YOUR ASSIGNMENT »
Using "dead" as the search string, find the matching lines below and copy them.

DATA RECORDS »

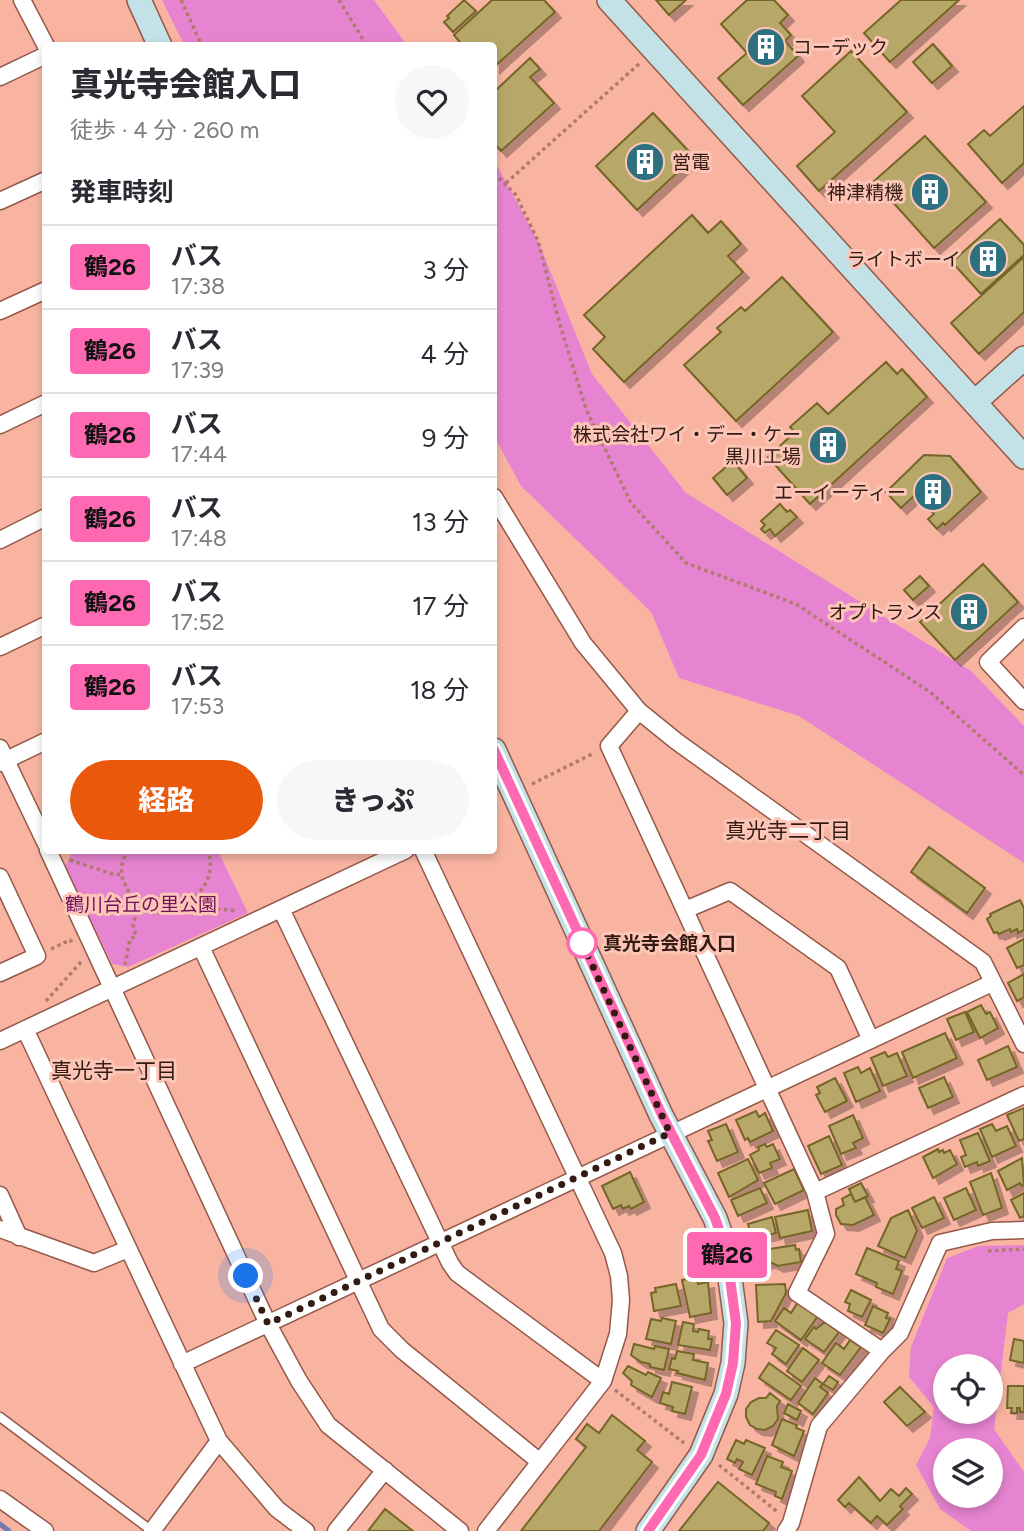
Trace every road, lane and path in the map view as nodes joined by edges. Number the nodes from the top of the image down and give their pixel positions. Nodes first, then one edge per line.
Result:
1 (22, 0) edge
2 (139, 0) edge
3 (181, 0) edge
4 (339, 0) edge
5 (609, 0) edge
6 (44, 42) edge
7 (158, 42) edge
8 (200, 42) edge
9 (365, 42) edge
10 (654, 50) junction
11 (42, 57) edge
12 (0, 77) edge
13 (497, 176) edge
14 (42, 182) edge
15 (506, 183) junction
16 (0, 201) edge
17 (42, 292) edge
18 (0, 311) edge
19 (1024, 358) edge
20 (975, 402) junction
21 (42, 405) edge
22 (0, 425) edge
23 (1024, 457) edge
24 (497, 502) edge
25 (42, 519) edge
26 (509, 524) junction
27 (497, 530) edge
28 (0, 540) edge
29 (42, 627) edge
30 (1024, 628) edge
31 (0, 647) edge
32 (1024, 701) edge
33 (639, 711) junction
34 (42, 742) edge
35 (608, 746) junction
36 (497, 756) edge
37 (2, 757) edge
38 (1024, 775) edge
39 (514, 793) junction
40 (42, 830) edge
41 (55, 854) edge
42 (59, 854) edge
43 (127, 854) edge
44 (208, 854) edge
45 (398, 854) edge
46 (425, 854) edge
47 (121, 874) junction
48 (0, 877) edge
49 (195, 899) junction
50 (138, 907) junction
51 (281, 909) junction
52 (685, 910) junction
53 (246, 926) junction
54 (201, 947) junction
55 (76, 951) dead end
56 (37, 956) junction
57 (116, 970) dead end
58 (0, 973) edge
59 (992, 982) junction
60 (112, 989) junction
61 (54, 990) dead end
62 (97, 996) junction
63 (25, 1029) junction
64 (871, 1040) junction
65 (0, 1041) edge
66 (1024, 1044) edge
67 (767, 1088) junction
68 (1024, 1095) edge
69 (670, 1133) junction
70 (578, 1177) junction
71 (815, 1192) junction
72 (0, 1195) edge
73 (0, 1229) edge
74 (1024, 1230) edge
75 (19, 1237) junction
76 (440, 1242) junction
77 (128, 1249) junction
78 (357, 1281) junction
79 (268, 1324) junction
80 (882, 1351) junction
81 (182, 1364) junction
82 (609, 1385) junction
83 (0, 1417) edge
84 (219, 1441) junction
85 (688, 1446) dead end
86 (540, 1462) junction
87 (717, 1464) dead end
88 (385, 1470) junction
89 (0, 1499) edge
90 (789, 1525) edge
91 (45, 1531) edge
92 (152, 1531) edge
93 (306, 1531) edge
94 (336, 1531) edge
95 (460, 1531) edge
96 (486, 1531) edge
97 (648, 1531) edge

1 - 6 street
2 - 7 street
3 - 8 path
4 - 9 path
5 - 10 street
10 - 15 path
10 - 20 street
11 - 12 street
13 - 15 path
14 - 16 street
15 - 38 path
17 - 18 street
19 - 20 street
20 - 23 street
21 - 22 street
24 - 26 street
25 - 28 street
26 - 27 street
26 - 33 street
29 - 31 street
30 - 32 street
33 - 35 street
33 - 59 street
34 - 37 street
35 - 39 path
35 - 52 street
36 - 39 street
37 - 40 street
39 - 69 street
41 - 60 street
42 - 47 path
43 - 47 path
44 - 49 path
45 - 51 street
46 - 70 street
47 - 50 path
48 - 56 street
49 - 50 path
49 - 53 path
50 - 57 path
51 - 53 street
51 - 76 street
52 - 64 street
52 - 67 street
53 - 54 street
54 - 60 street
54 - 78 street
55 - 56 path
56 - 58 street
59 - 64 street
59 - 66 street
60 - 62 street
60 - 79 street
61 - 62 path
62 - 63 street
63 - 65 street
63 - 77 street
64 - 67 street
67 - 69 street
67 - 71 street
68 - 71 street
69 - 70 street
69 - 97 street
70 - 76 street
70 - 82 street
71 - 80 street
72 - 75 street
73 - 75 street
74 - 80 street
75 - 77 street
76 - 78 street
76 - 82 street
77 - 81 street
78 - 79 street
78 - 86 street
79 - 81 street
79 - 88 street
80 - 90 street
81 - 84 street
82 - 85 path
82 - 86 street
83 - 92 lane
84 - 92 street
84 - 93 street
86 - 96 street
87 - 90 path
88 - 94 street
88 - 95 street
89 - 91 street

TASK RESULT »
55 (76, 951) dead end
57 (116, 970) dead end
61 (54, 990) dead end
85 (688, 1446) dead end
87 (717, 1464) dead end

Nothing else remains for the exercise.